Because the major active ginsenosides are diol-type and F4 [11], we designed a new preparation that contains high amounts of the diol-type ginsenosides and F4, i.e., GDF/F4. As expected, the most prominent active preparations for MMP-13 downregulation are GDF and GDF/F4, with GDF/F4 being the strongest. It is understood that the MMP-13 downregulatory action of these preparations might rely on the major ginsenosides of GDF (Rc and Rd) and GDF/F4 (Rc, Rd, Rg3, and F4). By contrast, the ginsenoside triol-type-enriched fraction (GTF) did not inhibit MMP-13 expression. Actually, among ginsenoside triol-type derivatives, Rf and Rg1 were found to inhibit MMP-13 expression weakly at high concentrations [11].
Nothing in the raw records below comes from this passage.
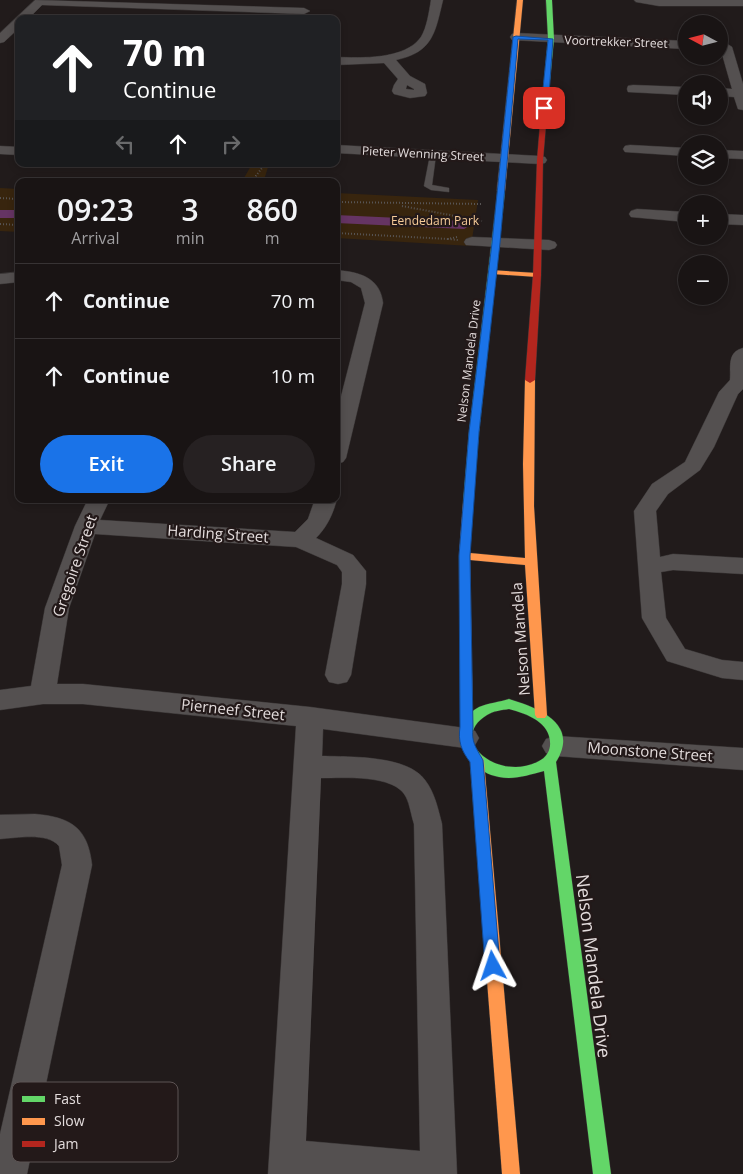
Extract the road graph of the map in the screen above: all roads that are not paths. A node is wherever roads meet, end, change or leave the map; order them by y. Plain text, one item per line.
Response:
1 (309, 0) edge
2 (437, 0) edge
3 (520, 0) edge
4 (550, 0) edge
5 (640, 0) edge
6 (40, 1) edge
7 (743, 3) edge
8 (166, 6) junction
9 (25, 15) edge
10 (160, 15) edge
11 (302, 15) edge
12 (15, 25) edge
13 (516, 37) junction
14 (0, 39) edge
15 (551, 39) junction
16 (678, 45) edge
17 (728, 46) edge
18 (743, 47) edge
19 (388, 59) junction
20 (340, 61) edge
21 (728, 63) edge
22 (405, 79) dead end
23 (633, 88) dead end
24 (678, 91) edge
25 (728, 95) edge
26 (741, 99) edge
27 (340, 149) edge
28 (630, 149) dead end
29 (0, 150) edge
30 (15, 151) edge
31 (678, 152) edge
32 (728, 154) edge
33 (433, 155) junction
34 (743, 155) edge
35 (505, 158) junction
36 (540, 160) junction
37 (446, 190) dead end
38 (637, 214) dead end
39 (678, 217) edge
40 (728, 219) edge
41 (743, 220) edge
42 (472, 242) dead end
43 (496, 243) junction
44 (544, 245) junction
45 (493, 272) junction
46 (537, 275) junction
47 (340, 276) edge
48 (743, 354) edge
49 (742, 382) edge
50 (340, 441) edge
51 (97, 503) edge
52 (325, 503) edge
53 (86, 526) junction
54 (300, 540) junction
55 (464, 556) junction
56 (530, 562) junction
57 (649, 566) junction
58 (743, 566) edge
59 (743, 671) edge
60 (338, 675) dead end
61 (43, 694) junction
62 (0, 700) edge
63 (541, 715) junction
64 (310, 718) junction
65 (470, 742) junction
66 (553, 754) junction
67 (743, 759) edge
68 (308, 767) junction
69 (0, 828) edge
70 (30, 1082) edge
71 (12, 1161) edge
72 (287, 1165) edge
73 (439, 1172) edge
74 (9, 1174) edge
75 (511, 1174) edge
76 (602, 1174) edge

1 - 11 street
2 - 19 street
3 - 13 street, Nelson Mandela Drive
4 - 15 street
5 - 7 street
6 - 8 street
6 - 9 street
8 - 10 street
8 - 11 street
12 - 14 street
13 - 15 street, Voortrekker Street
13 - 35 street, Nelson Mandela Drive
15 - 16 street, Voortrekker Street
15 - 36 street
17 - 18 street
19 - 20 street
19 - 22 street
21 - 26 street
23 - 24 street
25 - 26 street
27 - 33 street, Pieter Wenning Street
28 - 31 street
29 - 30 street
32 - 34 street
33 - 35 street, Pieter Wenning Street
33 - 37 lane
35 - 36 street, Pieter Wenning Street
35 - 43 street, Nelson Mandela Drive
36 - 44 street
38 - 39 street
40 - 41 street
42 - 43 street
43 - 44 street
43 - 45 street, Nelson Mandela Drive
44 - 46 street
45 - 46 street
45 - 55 street, Nelson Mandela Drive
46 - 56 street
47 - 50 street
48 - 49 street
49 - 57 street
51 - 53 street, Gregoire Street
52 - 54 street
53 - 54 street, Harding Street
53 - 61 street, Gregoire Street
54 - 60 street
55 - 56 street
55 - 65 street, Nelson Mandela Drive
56 - 63 street, Nelson Mandela
57 - 58 street
57 - 59 street
61 - 62 street, Pierneef Street
61 - 64 street, Pierneef Street
63 - 65 street
63 - 66 street
64 - 65 street, Pierneef Street
64 - 68 street
65 - 66 street
65 - 75 street, Nelson Mandela Drive
66 - 67 street, Moonstone Street
66 - 76 street, Nelson Mandela Drive
68 - 72 street
68 - 73 street
69 - 70 street
71 - 74 street
72 - 73 street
It was previously found that MAPKs, NF-κB, AP-1, and STAT-1/-2 are important to induce MMP-13 in IL-1β-treated SW1353 cells [12,14]. GDF/F4 blocked the activation of MAPKs, including p38 MAPK and JNK and transcription factors STAT-1/2. However, one prominent MMP-13 downregulating ginsenoside, F4, was previously found to block only p38 MAPK activation under the same experimental conditions [11]. These differences may be because GDF/F4 contains several different ginsenosides in addition to F4.

It is important to indicate that most active MMP-13 downregulating ginsenosides are the components of Korean Red Ginseng, but not of white ginseng [8,9]. Rg3 and F4 are unique to Korean Red Ginseng. These results may suggest the importance of Korean Red Ginseng for treating cartilage degradation disorders.

In conclusion, some ginsenoside-enriched fractions (n-BuOH fraction, GDF, and GDF/F4) were, for the first time, found to inhibit MMP-13 expression from chondrocytes, at least in part, via blocking the activation of p38 MAPK, JNK, and STAT-1/2. GDF/F4 also showed some protective activity against cartilage degradation in rabbit cartilage tissue culture. Our study may open a new therapeutic area for red ginseng product(s). These products may be beneficial for chondroprotection in cartilage degradation-related disorders such as osteoarthritis.

Conflicts of interest

All authors have no conflict of interest to declare.